Preprints (earlier versions) of this paper are available at https://preprints.jmir.org/preprint/53241, first published .
Creating High-Quality Synthetic Health Data: Framework for Model Development and Validation

Creating High-Quality Synthetic Health Data: Framework for Model Development and Validation

Creating High-Quality Synthetic Health Data: Framework for Model Development and Validation

Original Paper

1Department of Mathematics and Statistics, University of Ottawa, Ottawa, ON, Canada

2Children's Hospital of Eastern Ontario Research Institute, Ottawa, ON, Canada

3Replica Analytics Ltd, Ottawa, ON, Canada

4School of Epidemiology and Public Health, University of Ottawa, Ottawa, ON, Canada

Corresponding Author:

Elnaz Karimian Sichani, MSc

Department of Mathematics and Statistics

University of Ottawa

150 Louis-Pasteur Pvt

Ottawa, ON, K1N 6N5

Canada

Phone: 1 6137690585

Email: ekari037@uottawa.ca


Background: Electronic health records are a valuable source of patient information that must be properly deidentified before being shared with researchers. This process requires expertise and time. In addition, synthetic data have considerably reduced the restrictions on the use and sharing of real data, allowing researchers to access it more rapidly with far fewer privacy constraints. Therefore, there has been a growing interest in establishing a method to generate synthetic data that protects patients’ privacy while properly reflecting the data.

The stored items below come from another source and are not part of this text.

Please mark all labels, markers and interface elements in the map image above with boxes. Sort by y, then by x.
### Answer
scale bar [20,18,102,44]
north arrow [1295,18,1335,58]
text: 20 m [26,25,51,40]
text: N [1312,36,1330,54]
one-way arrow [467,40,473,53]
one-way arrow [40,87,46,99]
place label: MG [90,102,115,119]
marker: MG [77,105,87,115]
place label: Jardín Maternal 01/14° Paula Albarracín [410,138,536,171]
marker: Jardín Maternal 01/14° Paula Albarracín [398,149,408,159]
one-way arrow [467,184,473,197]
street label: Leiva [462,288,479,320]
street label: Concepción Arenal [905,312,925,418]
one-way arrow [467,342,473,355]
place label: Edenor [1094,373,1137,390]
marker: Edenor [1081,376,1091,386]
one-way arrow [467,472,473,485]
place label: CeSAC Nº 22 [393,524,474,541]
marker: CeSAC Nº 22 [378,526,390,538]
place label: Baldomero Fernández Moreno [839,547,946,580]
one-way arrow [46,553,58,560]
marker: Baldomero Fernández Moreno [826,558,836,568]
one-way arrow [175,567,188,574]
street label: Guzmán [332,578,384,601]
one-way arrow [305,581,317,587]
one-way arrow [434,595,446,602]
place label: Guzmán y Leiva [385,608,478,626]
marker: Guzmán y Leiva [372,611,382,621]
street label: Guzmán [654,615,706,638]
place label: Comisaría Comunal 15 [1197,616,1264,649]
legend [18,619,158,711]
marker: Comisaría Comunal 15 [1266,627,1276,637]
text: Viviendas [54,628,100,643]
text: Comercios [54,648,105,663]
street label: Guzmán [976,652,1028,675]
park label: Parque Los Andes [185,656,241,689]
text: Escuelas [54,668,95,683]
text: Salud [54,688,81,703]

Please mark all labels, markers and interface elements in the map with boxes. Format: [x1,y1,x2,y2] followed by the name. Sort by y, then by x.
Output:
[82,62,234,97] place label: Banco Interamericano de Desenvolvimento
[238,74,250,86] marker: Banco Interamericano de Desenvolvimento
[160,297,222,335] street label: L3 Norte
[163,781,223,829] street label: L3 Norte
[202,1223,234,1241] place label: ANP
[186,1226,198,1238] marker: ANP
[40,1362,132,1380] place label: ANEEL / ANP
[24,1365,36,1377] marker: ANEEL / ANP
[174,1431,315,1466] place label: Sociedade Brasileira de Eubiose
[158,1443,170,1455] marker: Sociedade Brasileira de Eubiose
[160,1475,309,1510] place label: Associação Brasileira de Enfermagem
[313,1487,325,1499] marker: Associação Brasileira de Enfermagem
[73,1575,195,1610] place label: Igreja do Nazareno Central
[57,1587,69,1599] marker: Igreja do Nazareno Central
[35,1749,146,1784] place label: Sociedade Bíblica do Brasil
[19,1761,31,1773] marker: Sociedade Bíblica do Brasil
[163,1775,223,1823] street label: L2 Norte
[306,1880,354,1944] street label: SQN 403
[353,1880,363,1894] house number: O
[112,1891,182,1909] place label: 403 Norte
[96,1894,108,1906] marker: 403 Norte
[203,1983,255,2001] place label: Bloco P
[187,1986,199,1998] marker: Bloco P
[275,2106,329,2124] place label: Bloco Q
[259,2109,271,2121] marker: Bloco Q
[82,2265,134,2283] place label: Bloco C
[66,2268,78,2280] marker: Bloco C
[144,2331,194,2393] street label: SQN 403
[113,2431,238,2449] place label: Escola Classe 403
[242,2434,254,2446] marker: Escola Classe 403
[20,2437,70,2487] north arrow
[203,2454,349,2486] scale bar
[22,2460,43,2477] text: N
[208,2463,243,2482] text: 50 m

Objective: This study aims to develop and validate a model that generates valuable synthetic longitudinal health data while protecting the privacy of the patients whose data are collected.

Methods: We investigated the best model for generating synthetic health data, with a focus on longitudinal observations. We developed a generative model that relies on the generalized canonical polyadic (GCP) tensor decomposition. This model also involves sampling from a latent factor matrix of GCP decomposition, which contains patient factors, using sequential decision trees, copula, and Hamiltonian Monte Carlo methods. We applied the proposed model to samples from the MIMIC-III (version 1.4) data set. Numerous analyses and experiments were conducted with different data structures and scenarios. We assessed the similarity between our synthetic data and the real data by conducting utility assessments. These assessments evaluate the structure and general patterns present in the data, such as dependency structure, descriptive statistics, and marginal distributions. Regarding privacy disclosure, our model preserves privacy by preventing the direct sharing of patient information and eliminating the one-to-one link between the observed and model tensor records. This was achieved by simulating and modeling a latent factor matrix of GCP decomposition associated with patients.

Results: The findings show that our model is a promising method for generating synthetic longitudinal health data that is similar enough to real data. It can preserve the utility and privacy of the original data while also handling various data structures and scenarios. In certain experiments, all simulation methods used in the model produced the same high level of performance. Our model is also capable of addressing the challenge of sampling patients from electronic health records. This means that we can simulate a variety of patients in the synthetic data set, which may differ in number from the patients in the original data.

Conclusions: We have presented a generative model for producing synthetic longitudinal health data. The model is formulated by applying the GCP tensor decomposition. We have provided 3 approaches for the synthesis and simulation of a latent factor matrix following the process of factorization. In brief, we have reduced the challenge of synthesizing massive longitudinal health data to synthesizing a nonlongitudinal and significantly smaller data set.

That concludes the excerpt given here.